Improving the carboligase activity of benzoylformate decarboxylase from Pseudomonas putida by a combination of directed evolution and site-directed mutagenesis

Benzoylformate decarboxylase (BFD) from Pseudomonas putida was subjected to directed molecular evolution to generate mutants with increased carboligase activity which is a side reaction of the enzyme. After a single round of random mutagenesis mutants were isolated which exhibited a 5-fold increased carboligase activity in aqueous buffer compared to the wild-type enzyme with a high enantiomeric excess of the product (S)-2-hydroxy-1-phenyl-propanone. From the same library, mutants with enhanced carboligase activity in water-miscible organic solvents have been isolated. The selected mutants have been characterized by sequencing, revealing that all mutants carry a mutation at Leu476, which is close to the active site but does not directly interact with the active center. BFD-L476Q has a 5-fold higher carboligase activity than the wild-type enzyme.
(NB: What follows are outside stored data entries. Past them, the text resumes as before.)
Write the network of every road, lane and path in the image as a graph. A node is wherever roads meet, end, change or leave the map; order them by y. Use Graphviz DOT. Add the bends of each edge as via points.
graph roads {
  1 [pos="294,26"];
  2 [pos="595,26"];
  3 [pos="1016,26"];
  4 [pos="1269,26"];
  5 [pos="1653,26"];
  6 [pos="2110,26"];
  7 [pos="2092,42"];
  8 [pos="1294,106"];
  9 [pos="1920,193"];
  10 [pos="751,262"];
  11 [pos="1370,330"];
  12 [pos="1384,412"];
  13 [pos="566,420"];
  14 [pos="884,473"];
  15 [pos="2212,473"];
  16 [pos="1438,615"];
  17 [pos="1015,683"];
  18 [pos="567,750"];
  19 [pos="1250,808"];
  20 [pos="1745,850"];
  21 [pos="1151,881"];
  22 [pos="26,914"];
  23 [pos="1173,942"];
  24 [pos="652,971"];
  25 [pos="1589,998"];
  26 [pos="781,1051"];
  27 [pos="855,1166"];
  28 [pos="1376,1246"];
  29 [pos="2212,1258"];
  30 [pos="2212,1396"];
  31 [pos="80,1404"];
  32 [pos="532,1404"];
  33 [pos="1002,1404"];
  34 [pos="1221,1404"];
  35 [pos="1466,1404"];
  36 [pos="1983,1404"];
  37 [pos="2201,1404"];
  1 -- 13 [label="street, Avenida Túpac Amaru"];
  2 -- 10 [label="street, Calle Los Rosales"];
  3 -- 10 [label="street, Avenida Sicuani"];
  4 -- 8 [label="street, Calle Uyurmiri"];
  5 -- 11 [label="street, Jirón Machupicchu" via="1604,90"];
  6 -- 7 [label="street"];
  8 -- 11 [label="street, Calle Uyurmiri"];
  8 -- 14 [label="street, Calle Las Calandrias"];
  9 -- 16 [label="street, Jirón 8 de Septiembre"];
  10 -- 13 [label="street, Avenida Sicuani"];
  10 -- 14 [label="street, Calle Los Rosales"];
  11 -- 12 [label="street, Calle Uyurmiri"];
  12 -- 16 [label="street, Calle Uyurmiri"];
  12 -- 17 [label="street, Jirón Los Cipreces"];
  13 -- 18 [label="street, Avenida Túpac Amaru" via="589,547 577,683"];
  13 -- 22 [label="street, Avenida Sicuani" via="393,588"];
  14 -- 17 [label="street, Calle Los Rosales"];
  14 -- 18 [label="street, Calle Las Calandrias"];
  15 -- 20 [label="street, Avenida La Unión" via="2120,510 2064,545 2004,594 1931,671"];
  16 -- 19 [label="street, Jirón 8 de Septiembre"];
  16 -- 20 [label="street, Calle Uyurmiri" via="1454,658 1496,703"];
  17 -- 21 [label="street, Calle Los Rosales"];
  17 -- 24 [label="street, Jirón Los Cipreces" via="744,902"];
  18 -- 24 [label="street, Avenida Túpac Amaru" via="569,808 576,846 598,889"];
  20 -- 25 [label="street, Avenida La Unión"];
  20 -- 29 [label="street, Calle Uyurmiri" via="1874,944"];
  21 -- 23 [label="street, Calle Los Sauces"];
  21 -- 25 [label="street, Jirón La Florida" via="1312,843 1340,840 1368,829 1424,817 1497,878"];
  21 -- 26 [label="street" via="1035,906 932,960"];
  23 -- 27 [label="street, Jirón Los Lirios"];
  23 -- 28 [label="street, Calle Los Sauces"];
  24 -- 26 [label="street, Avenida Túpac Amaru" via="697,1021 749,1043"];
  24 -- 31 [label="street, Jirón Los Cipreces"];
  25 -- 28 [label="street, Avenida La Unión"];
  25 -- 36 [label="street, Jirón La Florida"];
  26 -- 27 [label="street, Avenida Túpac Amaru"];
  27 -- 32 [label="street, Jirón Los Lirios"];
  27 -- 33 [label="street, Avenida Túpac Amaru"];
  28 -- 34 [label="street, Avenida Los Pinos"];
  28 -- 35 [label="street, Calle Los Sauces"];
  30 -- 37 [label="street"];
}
L476 was subjected to saturation mutagenesis yielding eight different mutants with up to 5-fold increased carboligase activity. Surprisingly, all L476 mutants catalyze the formation of 2-hydroxy-1-phenyl-propanone with significantly higher enantioselectivity than the wild-type enzyme although enantioselectivity was not a selection parameter. Leu476 potentially plays the role of a gatekeeper of the active site of BFD, possibly by controlling the release of the product. The biocatalyst could be significantly improved for its side reaction, the C-C bond formation and for application under conditions that are not optimized in nature.